:: EXTRACTED RECORDS ::

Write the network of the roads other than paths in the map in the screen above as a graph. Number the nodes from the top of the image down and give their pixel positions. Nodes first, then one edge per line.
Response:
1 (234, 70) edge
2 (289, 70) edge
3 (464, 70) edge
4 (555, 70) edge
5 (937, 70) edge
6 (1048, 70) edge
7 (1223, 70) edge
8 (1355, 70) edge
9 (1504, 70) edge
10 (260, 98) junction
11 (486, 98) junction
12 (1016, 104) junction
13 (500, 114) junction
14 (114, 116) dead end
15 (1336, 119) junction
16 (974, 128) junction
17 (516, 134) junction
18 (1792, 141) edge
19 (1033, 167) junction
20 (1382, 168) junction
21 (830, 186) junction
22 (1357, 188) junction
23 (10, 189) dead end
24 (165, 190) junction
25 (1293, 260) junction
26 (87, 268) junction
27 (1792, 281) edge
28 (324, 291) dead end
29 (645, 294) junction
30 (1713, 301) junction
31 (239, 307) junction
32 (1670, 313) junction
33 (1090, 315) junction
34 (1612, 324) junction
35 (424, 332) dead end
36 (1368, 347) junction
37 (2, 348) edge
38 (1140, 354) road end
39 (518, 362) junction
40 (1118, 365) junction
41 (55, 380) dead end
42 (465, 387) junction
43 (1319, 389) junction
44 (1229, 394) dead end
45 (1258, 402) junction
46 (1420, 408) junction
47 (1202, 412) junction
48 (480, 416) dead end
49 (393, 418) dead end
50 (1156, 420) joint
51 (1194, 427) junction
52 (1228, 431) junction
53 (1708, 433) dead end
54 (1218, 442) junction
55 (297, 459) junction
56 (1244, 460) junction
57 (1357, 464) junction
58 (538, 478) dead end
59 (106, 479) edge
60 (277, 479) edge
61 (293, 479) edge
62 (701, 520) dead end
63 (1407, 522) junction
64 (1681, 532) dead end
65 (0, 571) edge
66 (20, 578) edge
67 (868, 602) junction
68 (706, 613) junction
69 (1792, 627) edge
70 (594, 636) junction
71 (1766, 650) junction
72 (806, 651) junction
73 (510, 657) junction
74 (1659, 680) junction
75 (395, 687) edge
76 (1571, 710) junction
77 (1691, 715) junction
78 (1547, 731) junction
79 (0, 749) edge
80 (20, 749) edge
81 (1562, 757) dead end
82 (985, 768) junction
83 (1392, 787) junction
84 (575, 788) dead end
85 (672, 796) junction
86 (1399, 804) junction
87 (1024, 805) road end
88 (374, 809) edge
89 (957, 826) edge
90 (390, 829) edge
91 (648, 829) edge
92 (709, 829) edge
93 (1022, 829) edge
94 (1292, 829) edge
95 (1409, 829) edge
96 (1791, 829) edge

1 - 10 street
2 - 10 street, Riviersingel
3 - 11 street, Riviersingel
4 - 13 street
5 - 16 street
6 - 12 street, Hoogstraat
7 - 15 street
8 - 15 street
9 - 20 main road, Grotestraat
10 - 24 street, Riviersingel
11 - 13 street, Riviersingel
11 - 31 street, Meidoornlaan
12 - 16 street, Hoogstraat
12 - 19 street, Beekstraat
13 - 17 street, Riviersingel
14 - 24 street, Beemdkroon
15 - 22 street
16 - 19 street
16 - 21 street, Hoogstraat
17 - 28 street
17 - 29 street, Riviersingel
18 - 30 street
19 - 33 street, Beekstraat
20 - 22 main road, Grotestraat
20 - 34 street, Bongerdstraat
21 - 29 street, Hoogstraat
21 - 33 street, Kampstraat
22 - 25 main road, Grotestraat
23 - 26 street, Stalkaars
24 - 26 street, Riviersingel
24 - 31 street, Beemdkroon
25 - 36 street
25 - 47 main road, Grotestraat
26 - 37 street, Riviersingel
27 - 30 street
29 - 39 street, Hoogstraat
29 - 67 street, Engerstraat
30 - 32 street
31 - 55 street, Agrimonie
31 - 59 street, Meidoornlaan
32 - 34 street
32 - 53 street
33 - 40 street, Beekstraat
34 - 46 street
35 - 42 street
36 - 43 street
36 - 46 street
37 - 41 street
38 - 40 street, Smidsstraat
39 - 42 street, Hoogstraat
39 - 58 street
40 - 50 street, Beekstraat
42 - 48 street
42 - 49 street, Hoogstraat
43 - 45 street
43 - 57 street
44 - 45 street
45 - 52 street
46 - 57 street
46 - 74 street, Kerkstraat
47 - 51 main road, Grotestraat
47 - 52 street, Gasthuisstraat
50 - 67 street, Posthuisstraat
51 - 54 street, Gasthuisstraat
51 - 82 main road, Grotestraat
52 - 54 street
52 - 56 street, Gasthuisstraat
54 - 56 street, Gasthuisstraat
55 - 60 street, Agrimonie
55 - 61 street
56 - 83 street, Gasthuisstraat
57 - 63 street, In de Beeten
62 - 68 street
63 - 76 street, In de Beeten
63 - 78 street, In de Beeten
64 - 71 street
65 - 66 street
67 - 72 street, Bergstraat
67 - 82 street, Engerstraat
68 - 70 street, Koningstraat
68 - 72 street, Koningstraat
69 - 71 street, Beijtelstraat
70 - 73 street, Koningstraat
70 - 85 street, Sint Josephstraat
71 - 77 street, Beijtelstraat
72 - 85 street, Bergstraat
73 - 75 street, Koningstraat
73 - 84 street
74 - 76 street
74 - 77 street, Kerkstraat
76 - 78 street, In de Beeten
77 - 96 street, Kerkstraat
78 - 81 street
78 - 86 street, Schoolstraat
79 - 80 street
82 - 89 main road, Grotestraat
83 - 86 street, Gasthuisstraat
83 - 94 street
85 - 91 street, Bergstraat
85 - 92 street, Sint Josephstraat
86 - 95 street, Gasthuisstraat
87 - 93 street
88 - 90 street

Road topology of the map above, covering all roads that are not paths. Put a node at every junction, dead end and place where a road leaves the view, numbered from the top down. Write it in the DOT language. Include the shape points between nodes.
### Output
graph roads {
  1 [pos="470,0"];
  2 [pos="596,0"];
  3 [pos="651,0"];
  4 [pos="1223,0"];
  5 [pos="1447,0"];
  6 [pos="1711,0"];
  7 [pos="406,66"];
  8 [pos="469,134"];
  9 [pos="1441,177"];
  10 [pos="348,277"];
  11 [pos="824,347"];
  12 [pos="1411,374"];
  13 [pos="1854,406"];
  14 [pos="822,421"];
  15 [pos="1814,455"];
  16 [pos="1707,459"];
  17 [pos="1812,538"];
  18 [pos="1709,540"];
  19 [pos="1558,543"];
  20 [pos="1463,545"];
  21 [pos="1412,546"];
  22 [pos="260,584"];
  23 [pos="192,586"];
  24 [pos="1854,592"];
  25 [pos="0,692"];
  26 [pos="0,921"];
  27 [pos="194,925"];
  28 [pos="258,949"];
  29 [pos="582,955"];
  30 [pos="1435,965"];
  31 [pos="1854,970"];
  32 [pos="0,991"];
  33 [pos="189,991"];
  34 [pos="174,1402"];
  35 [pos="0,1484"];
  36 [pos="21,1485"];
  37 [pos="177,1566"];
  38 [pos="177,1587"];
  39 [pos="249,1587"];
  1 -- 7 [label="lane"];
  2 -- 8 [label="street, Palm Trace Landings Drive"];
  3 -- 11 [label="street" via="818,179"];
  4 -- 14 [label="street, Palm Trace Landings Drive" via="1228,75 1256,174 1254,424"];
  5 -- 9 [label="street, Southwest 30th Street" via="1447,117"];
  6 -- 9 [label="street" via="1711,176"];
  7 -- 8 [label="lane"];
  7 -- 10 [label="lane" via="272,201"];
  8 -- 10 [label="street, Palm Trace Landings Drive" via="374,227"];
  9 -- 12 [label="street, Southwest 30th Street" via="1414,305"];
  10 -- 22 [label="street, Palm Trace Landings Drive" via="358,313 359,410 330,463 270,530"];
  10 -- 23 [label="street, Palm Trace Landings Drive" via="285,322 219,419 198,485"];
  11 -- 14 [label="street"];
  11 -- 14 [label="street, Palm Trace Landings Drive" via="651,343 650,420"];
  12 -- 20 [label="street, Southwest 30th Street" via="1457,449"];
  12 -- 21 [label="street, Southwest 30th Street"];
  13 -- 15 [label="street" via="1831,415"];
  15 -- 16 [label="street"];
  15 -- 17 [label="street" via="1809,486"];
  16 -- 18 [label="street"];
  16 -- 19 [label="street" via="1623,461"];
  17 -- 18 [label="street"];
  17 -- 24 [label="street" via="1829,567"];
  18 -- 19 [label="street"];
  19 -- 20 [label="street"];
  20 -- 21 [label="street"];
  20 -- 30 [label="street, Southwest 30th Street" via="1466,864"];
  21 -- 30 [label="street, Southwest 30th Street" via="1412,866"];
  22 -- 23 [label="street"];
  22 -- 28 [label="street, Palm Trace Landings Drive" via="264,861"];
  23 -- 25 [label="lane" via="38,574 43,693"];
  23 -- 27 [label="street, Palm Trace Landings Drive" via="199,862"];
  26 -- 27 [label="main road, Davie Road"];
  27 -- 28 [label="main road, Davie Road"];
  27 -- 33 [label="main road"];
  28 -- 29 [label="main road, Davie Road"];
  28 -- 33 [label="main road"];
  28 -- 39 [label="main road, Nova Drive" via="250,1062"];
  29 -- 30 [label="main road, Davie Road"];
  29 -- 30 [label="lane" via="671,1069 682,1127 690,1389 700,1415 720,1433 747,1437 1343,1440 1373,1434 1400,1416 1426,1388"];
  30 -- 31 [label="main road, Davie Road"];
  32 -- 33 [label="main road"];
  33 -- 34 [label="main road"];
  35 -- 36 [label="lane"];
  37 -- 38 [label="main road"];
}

:::

▶ _ACTIVITY_
For each line of the material that contains "Beeten", return a copy.

▶ _RESULT OF THE EXERCISE_
57 - 63 street, In de Beeten
63 - 76 street, In de Beeten
63 - 78 street, In de Beeten
76 - 78 street, In de Beeten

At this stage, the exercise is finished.